(GIVEN ENTRIES Opens)
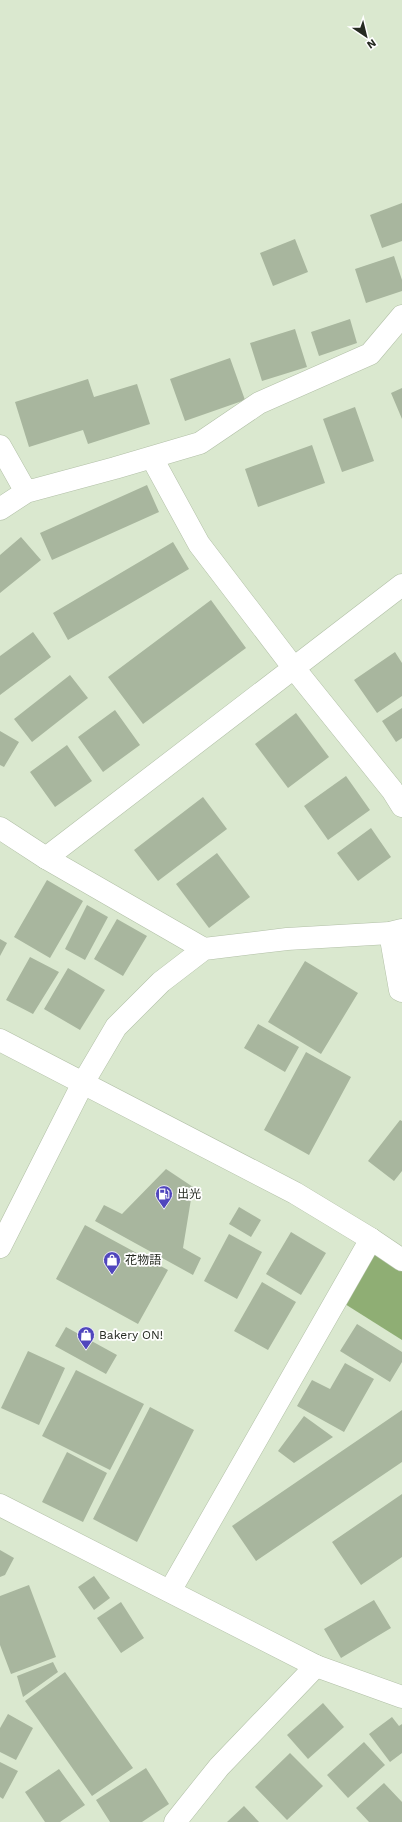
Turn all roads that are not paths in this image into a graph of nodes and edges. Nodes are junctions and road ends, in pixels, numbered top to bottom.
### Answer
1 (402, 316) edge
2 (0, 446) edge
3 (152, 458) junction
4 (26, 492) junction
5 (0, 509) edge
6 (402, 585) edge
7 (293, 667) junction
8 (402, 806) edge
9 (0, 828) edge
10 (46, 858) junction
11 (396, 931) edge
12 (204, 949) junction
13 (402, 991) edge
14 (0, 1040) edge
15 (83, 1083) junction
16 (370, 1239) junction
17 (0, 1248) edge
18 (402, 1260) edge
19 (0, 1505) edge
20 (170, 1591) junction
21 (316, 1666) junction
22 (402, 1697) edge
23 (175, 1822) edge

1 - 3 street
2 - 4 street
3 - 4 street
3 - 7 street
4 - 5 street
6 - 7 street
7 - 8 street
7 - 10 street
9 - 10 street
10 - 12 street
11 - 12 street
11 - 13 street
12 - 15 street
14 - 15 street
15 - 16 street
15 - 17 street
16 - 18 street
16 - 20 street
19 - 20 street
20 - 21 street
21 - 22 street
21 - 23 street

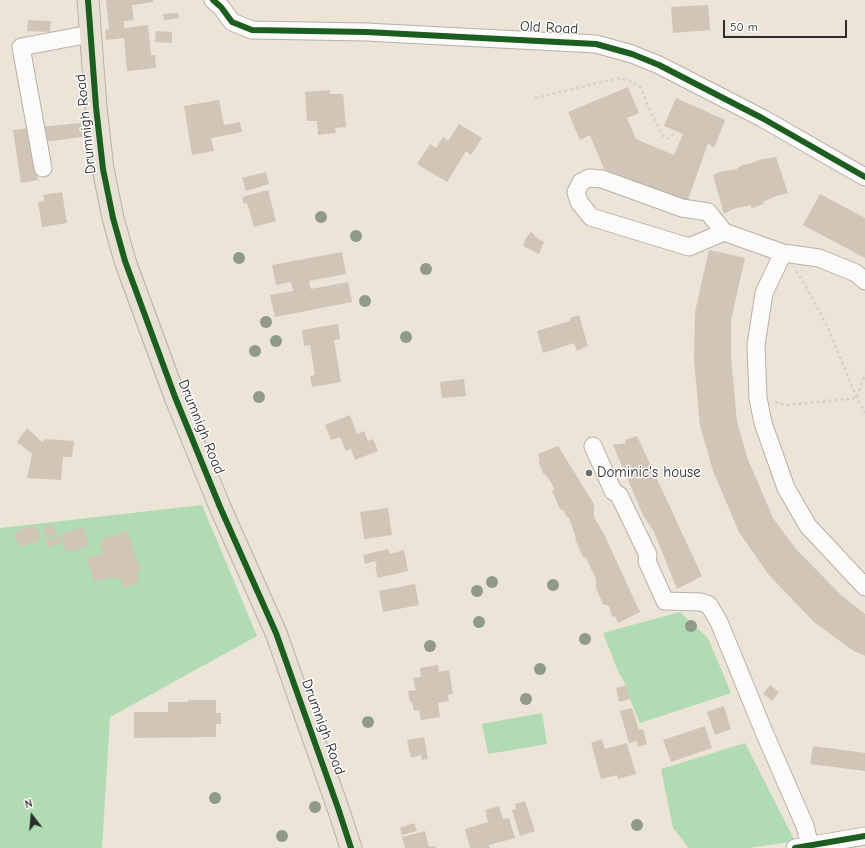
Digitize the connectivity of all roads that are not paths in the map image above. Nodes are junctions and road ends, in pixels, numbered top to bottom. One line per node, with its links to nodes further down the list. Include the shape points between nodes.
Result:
(GIVEN ENTRIES Closes)
### [ASSIGNED TASK]
The records above are to be transcribed exactly, with every picture left out.

### [ANSWER SPACE]
Turn all roads that are not paths in this image into a graph of nodes and edges. Nodes are junctions and road ends, in pixels, numbered top to bottom.
### Answer
1 (402, 316) edge
2 (0, 446) edge
3 (152, 458) junction
4 (26, 492) junction
5 (0, 509) edge
6 (402, 585) edge
7 (293, 667) junction
8 (402, 806) edge
9 (0, 828) edge
10 (46, 858) junction
11 (396, 931) edge
12 (204, 949) junction
13 (402, 991) edge
14 (0, 1040) edge
15 (83, 1083) junction
16 (370, 1239) junction
17 (0, 1248) edge
18 (402, 1260) edge
19 (0, 1505) edge
20 (170, 1591) junction
21 (316, 1666) junction
22 (402, 1697) edge
23 (175, 1822) edge

1 - 3 street
2 - 4 street
3 - 4 street
3 - 7 street
4 - 5 street
6 - 7 street
7 - 8 street
7 - 10 street
9 - 10 street
10 - 12 street
11 - 12 street
11 - 13 street
12 - 15 street
14 - 15 street
15 - 16 street
15 - 17 street
16 - 18 street
16 - 20 street
19 - 20 street
20 - 21 street
21 - 22 street
21 - 23 street

Digitize the connectivity of all roads that are not paths in the map image above. Nodes are junctions and road ends, in pixels, numbered top to bottom. One line per node, with its links to nodes further down the list. Include the shape points between nodes.
Result:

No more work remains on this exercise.